> [EXERCISE INSTRUCTIONS]: Please transcribe the lines below exactly, and leave every image behind.

(Beginning of DATA FOR THIS TASK)

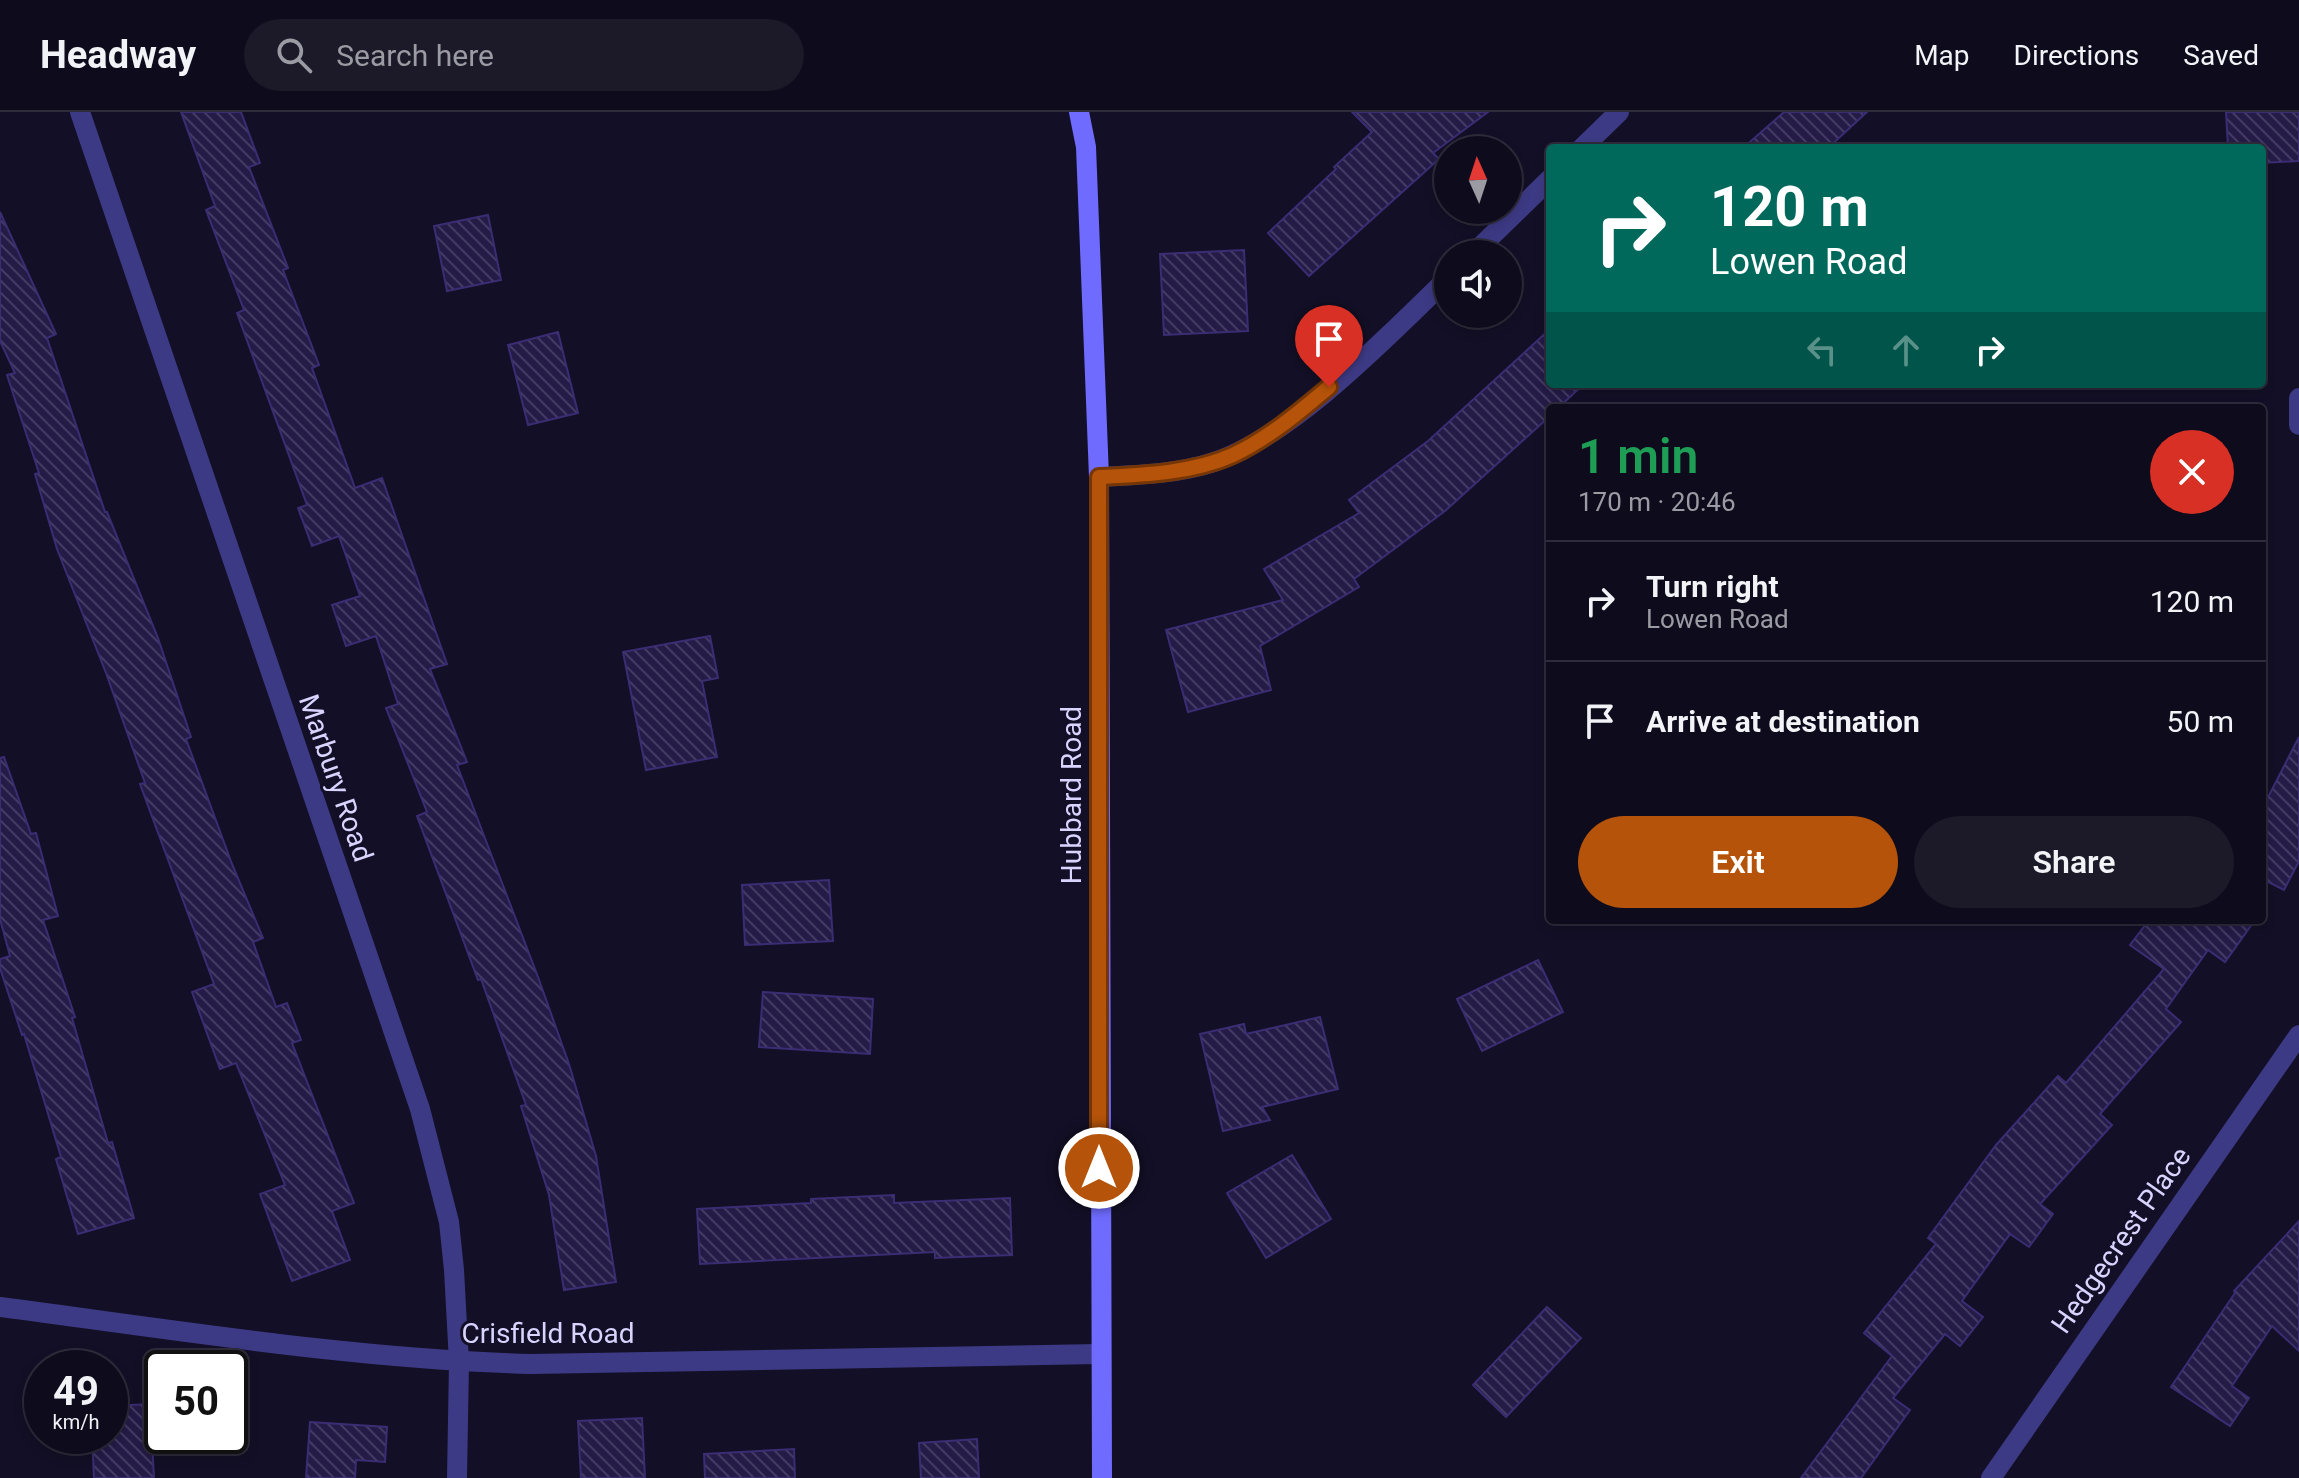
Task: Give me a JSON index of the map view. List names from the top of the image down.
{
  "streets": {
    "main road": ["Hubbard Road"],
    "street": ["Marbury Road", "Hedgecrest Place", "Crisfield Road"]
  },
  "crossings": [
    ["Marbury Road", "Crisfield Road"],
    ["Hubbard Road", "Crisfield Road"]
  ],
  "north": "top",
  "page": {
    "header": "Headway",
    "search": "Search here",
    "nav": ["Map", "Directions", "Saved"],
    "turn": ["120 m", "Lowen Road"],
    "heading": ["1 min", "170 m · 20:46"],
    "list": [
      {
        "name": "Turn right",
        "note": "Lowen Road",
        "value": "120 m"
      },
      {
        "name": "Arrive at destination",
        "value": "50 m"
      }
    ],
    "buttons": ["Exit", "Share"],
    "speed": "49 km/h",
    "limit": "50"
  }
}
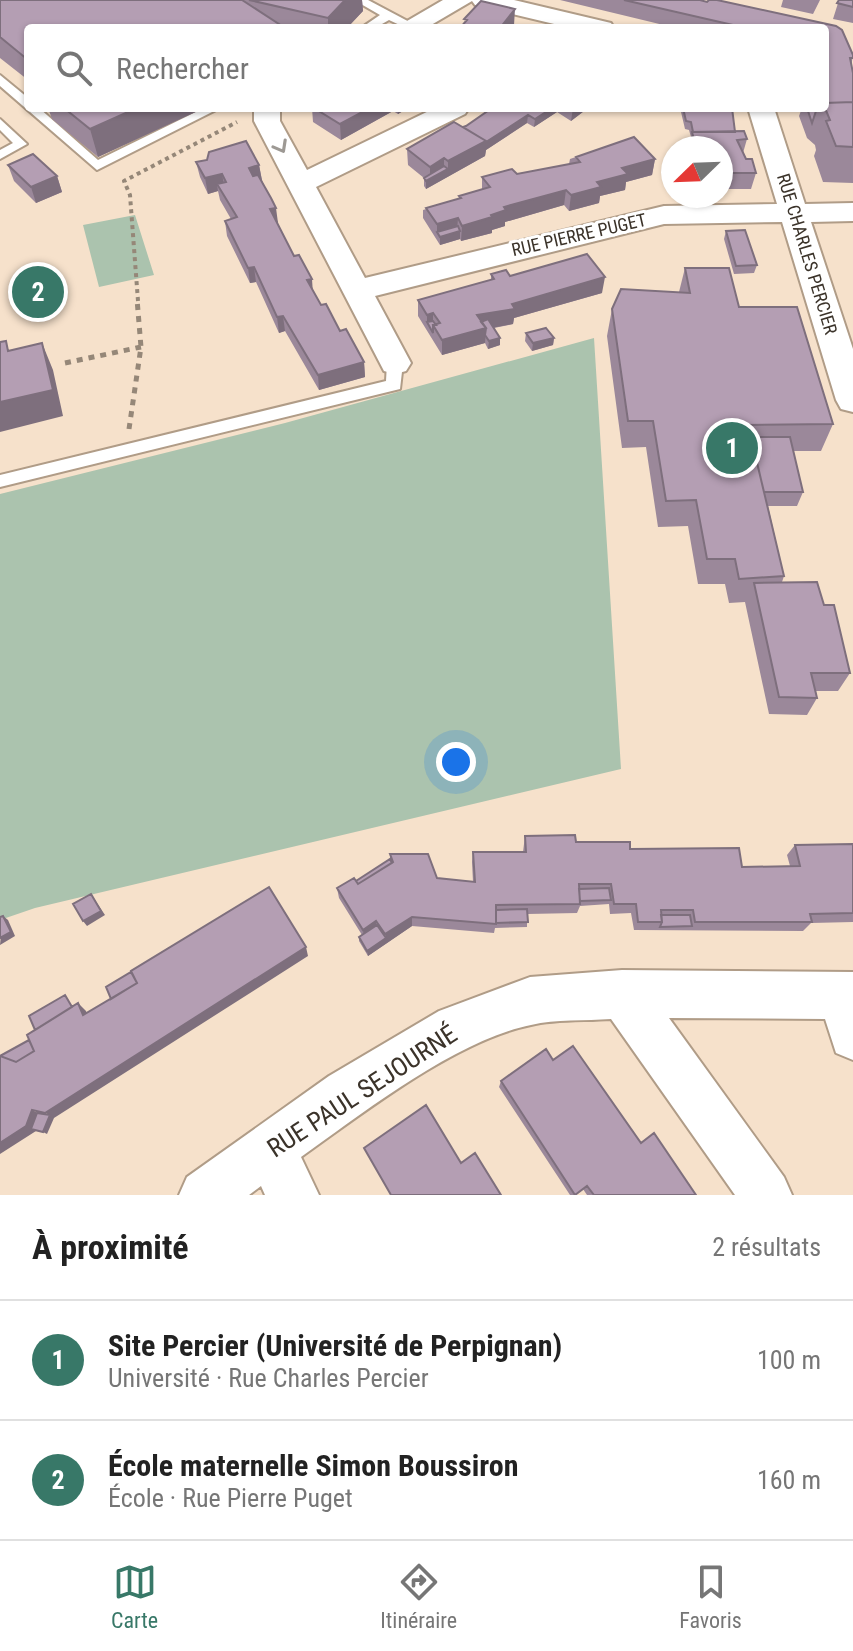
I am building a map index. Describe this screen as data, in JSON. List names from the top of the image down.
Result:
{
  "streets": {
    "street": ["RUE PIERRE PUGET", "RUE CHARLES PERCIER", "RUE PAUL SEJOURNÉ"]
  },
  "crossings": [
    ["RUE PIERRE PUGET", "RUE CHARLES PERCIER"]
  ],
  "north": "bottom left",
  "page": {
    "search": "Rechercher",
    "pins": ["2", "1"],
    "heading": ["À proximité", "2 résultats"],
    "list": [
      {
        "mark": "1",
        "name": "Site Percier (Université de Perpignan)",
        "note": "Université · Rue Charles Percier",
        "value": "100 m"
      },
      {
        "mark": "2",
        "name": "École maternelle Simon Boussiron",
        "note": "École · Rue Pierre Puget",
        "value": "160 m"
      }
    ],
    "nav": ["Carte", "Itinéraire", "Favoris"]
  }
}
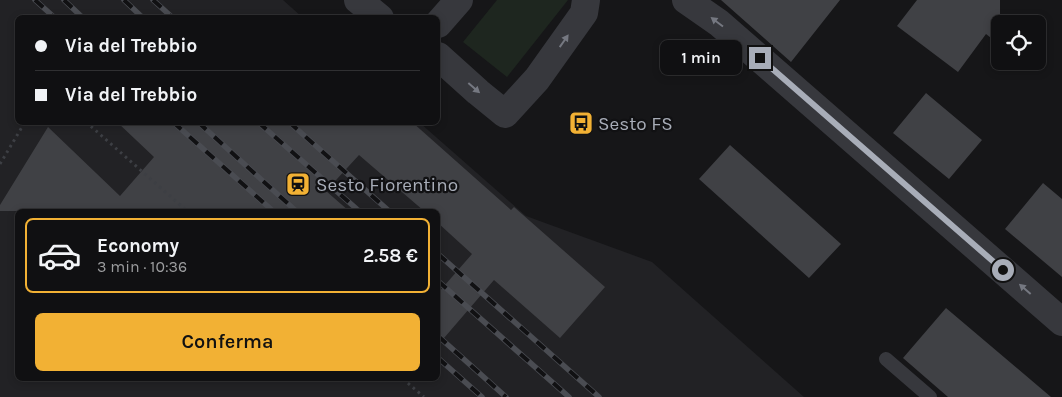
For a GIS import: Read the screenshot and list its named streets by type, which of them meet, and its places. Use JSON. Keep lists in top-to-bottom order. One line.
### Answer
{"places":{"bus stop":["Sesto FS"],"station":["Sesto Fiorentino"]},"page":{"banner":["Via del Trebbio","Via del Trebbio"],"bubble":"1 min","list":[{"name":"Economy","note":"3 min · 10:36","value":"2.58 €"}],"buttons":"Conferma"}}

(End of DATA FOR THIS TASK)

> [ANSWER TO THE PROBLEM]:
Task: Give me a JSON index of the map view. List names from the top of the image down.
{
  "streets": {
    "main road": ["Hubbard Road"],
    "street": ["Marbury Road", "Hedgecrest Place", "Crisfield Road"]
  },
  "crossings": [
    ["Marbury Road", "Crisfield Road"],
    ["Hubbard Road", "Crisfield Road"]
  ],
  "north": "top",
  "page": {
    "header": "Headway",
    "search": "Search here",
    "nav": ["Map", "Directions", "Saved"],
    "turn": ["120 m", "Lowen Road"],
    "heading": ["1 min", "170 m · 20:46"],
    "list": [
      {
        "name": "Turn right",
        "note": "Lowen Road",
        "value": "120 m"
      },
      {
        "name": "Arrive at destination",
        "value": "50 m"
      }
    ],
    "buttons": ["Exit", "Share"],
    "speed": "49 km/h",
    "limit": "50"
  }
}
I am building a map index. Describe this screen as data, in JSON. List names from the top of the image down.
Result:
{
  "streets": {
    "street": ["RUE PIERRE PUGET", "RUE CHARLES PERCIER", "RUE PAUL SEJOURNÉ"]
  },
  "crossings": [
    ["RUE PIERRE PUGET", "RUE CHARLES PERCIER"]
  ],
  "north": "bottom left",
  "page": {
    "search": "Rechercher",
    "pins": ["2", "1"],
    "heading": ["À proximité", "2 résultats"],
    "list": [
      {
        "mark": "1",
        "name": "Site Percier (Université de Perpignan)",
        "note": "Université · Rue Charles Percier",
        "value": "100 m"
      },
      {
        "mark": "2",
        "name": "École maternelle Simon Boussiron",
        "note": "École · Rue Pierre Puget",
        "value": "160 m"
      }
    ],
    "nav": ["Carte", "Itinéraire", "Favoris"]
  }
}
For a GIS import: Read the screenshot and list its named streets by type, which of them meet, and its places. Use JSON. Keep lists in top-to-bottom order. One line.
### Answer
{"places":{"bus stop":["Sesto FS"],"station":["Sesto Fiorentino"]},"page":{"banner":["Via del Trebbio","Via del Trebbio"],"bubble":"1 min","list":[{"name":"Economy","note":"3 min · 10:36","value":"2.58 €"}],"buttons":"Conferma"}}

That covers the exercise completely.